(Stored records)
★ ★ ★

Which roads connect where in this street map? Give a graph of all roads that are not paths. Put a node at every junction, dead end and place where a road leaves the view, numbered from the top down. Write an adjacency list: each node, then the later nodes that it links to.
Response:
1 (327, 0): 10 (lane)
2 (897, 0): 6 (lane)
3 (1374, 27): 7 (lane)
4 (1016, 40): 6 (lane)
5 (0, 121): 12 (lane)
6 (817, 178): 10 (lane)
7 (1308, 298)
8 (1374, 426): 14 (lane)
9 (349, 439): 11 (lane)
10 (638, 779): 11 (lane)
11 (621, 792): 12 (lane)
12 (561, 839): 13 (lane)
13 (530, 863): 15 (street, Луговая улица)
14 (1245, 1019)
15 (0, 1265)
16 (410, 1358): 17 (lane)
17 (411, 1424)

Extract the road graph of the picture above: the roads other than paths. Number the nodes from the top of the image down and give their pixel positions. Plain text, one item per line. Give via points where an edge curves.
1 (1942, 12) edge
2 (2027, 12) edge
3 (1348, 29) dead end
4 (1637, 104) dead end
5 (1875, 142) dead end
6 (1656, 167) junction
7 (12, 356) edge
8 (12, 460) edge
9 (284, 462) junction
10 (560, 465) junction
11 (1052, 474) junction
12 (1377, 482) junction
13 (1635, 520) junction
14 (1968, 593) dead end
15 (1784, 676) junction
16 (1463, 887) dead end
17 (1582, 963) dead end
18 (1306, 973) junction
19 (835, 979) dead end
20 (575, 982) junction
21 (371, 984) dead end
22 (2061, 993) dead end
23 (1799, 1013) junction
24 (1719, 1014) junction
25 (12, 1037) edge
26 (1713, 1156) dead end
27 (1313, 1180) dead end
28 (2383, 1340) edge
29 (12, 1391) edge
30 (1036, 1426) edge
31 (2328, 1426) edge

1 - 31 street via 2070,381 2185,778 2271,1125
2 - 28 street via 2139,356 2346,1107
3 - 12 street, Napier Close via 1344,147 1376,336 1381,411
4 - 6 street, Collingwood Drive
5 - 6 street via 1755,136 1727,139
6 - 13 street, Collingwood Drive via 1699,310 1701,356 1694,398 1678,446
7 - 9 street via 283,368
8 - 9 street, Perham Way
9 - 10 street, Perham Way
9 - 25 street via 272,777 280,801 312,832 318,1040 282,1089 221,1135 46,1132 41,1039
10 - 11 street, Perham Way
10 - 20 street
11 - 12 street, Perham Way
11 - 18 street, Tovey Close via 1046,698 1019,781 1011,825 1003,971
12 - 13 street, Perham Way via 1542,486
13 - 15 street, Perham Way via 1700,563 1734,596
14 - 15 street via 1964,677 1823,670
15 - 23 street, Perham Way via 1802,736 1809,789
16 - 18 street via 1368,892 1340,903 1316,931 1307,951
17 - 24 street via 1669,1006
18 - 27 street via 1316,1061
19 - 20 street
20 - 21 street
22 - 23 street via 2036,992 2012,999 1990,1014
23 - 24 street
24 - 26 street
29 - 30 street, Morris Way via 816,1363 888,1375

★ ★ ★

▶ **PROBLEM TO SOLVE**
Produce an exact copy of all the records.

▶ **OUTPUT OF THE EXERCISE**
Which roads connect where in this street map? Give a graph of all roads that are not paths. Put a node at every junction, dead end and place where a road leaves the view, numbered from the top down. Write an adjacency list: each node, then the later nodes that it links to.
Response:
1 (327, 0): 10 (lane)
2 (897, 0): 6 (lane)
3 (1374, 27): 7 (lane)
4 (1016, 40): 6 (lane)
5 (0, 121): 12 (lane)
6 (817, 178): 10 (lane)
7 (1308, 298)
8 (1374, 426): 14 (lane)
9 (349, 439): 11 (lane)
10 (638, 779): 11 (lane)
11 (621, 792): 12 (lane)
12 (561, 839): 13 (lane)
13 (530, 863): 15 (street, Луговая улица)
14 (1245, 1019)
15 (0, 1265)
16 (410, 1358): 17 (lane)
17 (411, 1424)

Extract the road graph of the picture above: the roads other than paths. Number the nodes from the top of the image down and give their pixel positions. Plain text, one item per line. Give via points where an edge curves.
1 (1942, 12) edge
2 (2027, 12) edge
3 (1348, 29) dead end
4 (1637, 104) dead end
5 (1875, 142) dead end
6 (1656, 167) junction
7 (12, 356) edge
8 (12, 460) edge
9 (284, 462) junction
10 (560, 465) junction
11 (1052, 474) junction
12 (1377, 482) junction
13 (1635, 520) junction
14 (1968, 593) dead end
15 (1784, 676) junction
16 (1463, 887) dead end
17 (1582, 963) dead end
18 (1306, 973) junction
19 (835, 979) dead end
20 (575, 982) junction
21 (371, 984) dead end
22 (2061, 993) dead end
23 (1799, 1013) junction
24 (1719, 1014) junction
25 (12, 1037) edge
26 (1713, 1156) dead end
27 (1313, 1180) dead end
28 (2383, 1340) edge
29 (12, 1391) edge
30 (1036, 1426) edge
31 (2328, 1426) edge

1 - 31 street via 2070,381 2185,778 2271,1125
2 - 28 street via 2139,356 2346,1107
3 - 12 street, Napier Close via 1344,147 1376,336 1381,411
4 - 6 street, Collingwood Drive
5 - 6 street via 1755,136 1727,139
6 - 13 street, Collingwood Drive via 1699,310 1701,356 1694,398 1678,446
7 - 9 street via 283,368
8 - 9 street, Perham Way
9 - 10 street, Perham Way
9 - 25 street via 272,777 280,801 312,832 318,1040 282,1089 221,1135 46,1132 41,1039
10 - 11 street, Perham Way
10 - 20 street
11 - 12 street, Perham Way
11 - 18 street, Tovey Close via 1046,698 1019,781 1011,825 1003,971
12 - 13 street, Perham Way via 1542,486
13 - 15 street, Perham Way via 1700,563 1734,596
14 - 15 street via 1964,677 1823,670
15 - 23 street, Perham Way via 1802,736 1809,789
16 - 18 street via 1368,892 1340,903 1316,931 1307,951
17 - 24 street via 1669,1006
18 - 27 street via 1316,1061
19 - 20 street
20 - 21 street
22 - 23 street via 2036,992 2012,999 1990,1014
23 - 24 street
24 - 26 street
29 - 30 street, Morris Way via 816,1363 888,1375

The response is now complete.